WHAT YOU WILL DO
Could you give the entries back exactly as they stand, minus any pictures?

PROVIDED RECORDS
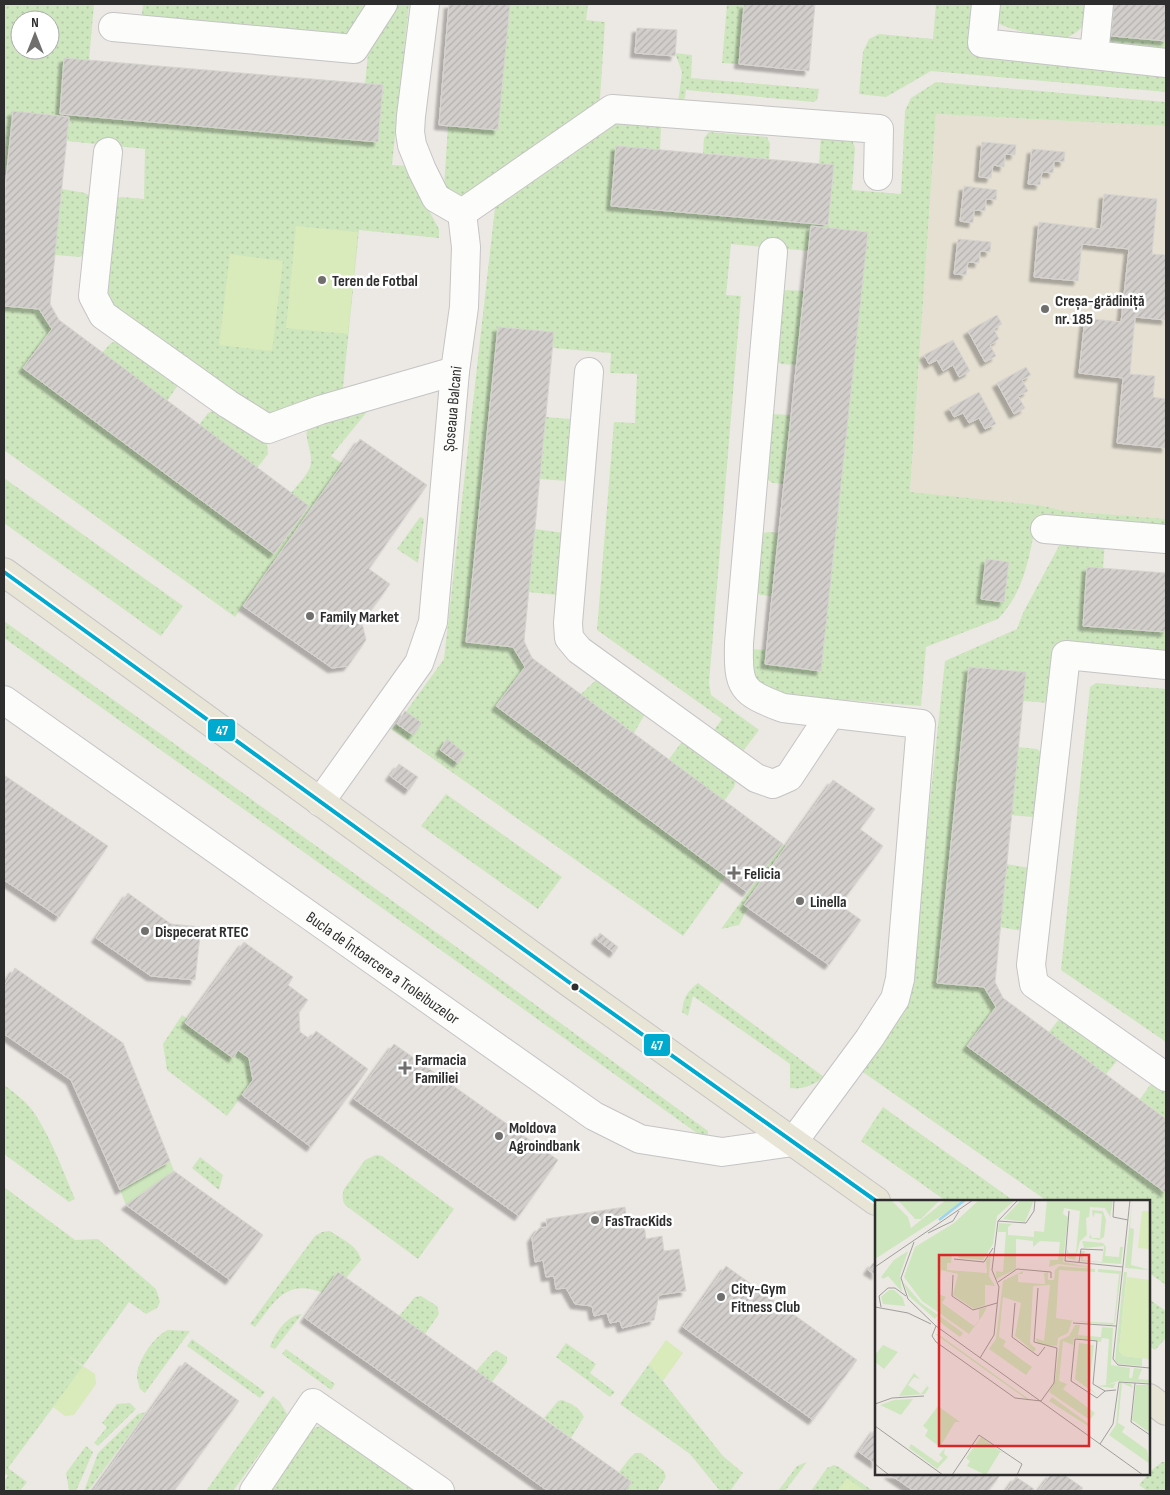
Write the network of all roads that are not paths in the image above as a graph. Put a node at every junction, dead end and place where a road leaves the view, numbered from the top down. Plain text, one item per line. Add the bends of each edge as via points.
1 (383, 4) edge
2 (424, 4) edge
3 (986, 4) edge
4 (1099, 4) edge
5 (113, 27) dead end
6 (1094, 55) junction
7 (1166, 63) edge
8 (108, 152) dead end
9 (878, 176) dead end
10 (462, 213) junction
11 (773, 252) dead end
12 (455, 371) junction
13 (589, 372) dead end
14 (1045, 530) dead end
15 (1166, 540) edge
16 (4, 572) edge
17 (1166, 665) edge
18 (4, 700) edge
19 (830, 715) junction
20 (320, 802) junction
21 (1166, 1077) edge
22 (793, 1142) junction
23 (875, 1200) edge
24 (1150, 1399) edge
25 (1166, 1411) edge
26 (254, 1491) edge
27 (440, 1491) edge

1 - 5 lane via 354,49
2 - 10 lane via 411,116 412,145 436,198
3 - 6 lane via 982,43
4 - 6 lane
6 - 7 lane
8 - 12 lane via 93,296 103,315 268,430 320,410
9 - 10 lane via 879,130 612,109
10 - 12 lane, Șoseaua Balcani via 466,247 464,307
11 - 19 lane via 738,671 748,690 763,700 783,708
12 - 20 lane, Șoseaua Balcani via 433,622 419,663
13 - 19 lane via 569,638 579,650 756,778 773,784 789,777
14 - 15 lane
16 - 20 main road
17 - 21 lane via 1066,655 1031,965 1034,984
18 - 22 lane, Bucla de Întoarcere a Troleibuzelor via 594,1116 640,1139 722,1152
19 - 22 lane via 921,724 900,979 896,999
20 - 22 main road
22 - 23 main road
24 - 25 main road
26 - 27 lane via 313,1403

RESPONSE AREA
Write the network of all roads that are not paths in the image above as a graph. Put a node at every junction, dead end and place where a road leaves the view, numbered from the top down. Plain text, one item per line. Add the bends of each edge as via points.
1 (383, 4) edge
2 (424, 4) edge
3 (986, 4) edge
4 (1099, 4) edge
5 (113, 27) dead end
6 (1094, 55) junction
7 (1166, 63) edge
8 (108, 152) dead end
9 (878, 176) dead end
10 (462, 213) junction
11 (773, 252) dead end
12 (455, 371) junction
13 (589, 372) dead end
14 (1045, 530) dead end
15 (1166, 540) edge
16 (4, 572) edge
17 (1166, 665) edge
18 (4, 700) edge
19 (830, 715) junction
20 (320, 802) junction
21 (1166, 1077) edge
22 (793, 1142) junction
23 (875, 1200) edge
24 (1150, 1399) edge
25 (1166, 1411) edge
26 (254, 1491) edge
27 (440, 1491) edge

1 - 5 lane via 354,49
2 - 10 lane via 411,116 412,145 436,198
3 - 6 lane via 982,43
4 - 6 lane
6 - 7 lane
8 - 12 lane via 93,296 103,315 268,430 320,410
9 - 10 lane via 879,130 612,109
10 - 12 lane, Șoseaua Balcani via 466,247 464,307
11 - 19 lane via 738,671 748,690 763,700 783,708
12 - 20 lane, Șoseaua Balcani via 433,622 419,663
13 - 19 lane via 569,638 579,650 756,778 773,784 789,777
14 - 15 lane
16 - 20 main road
17 - 21 lane via 1066,655 1031,965 1034,984
18 - 22 lane, Bucla de Întoarcere a Troleibuzelor via 594,1116 640,1139 722,1152
19 - 22 lane via 921,724 900,979 896,999
20 - 22 main road
22 - 23 main road
24 - 25 main road
26 - 27 lane via 313,1403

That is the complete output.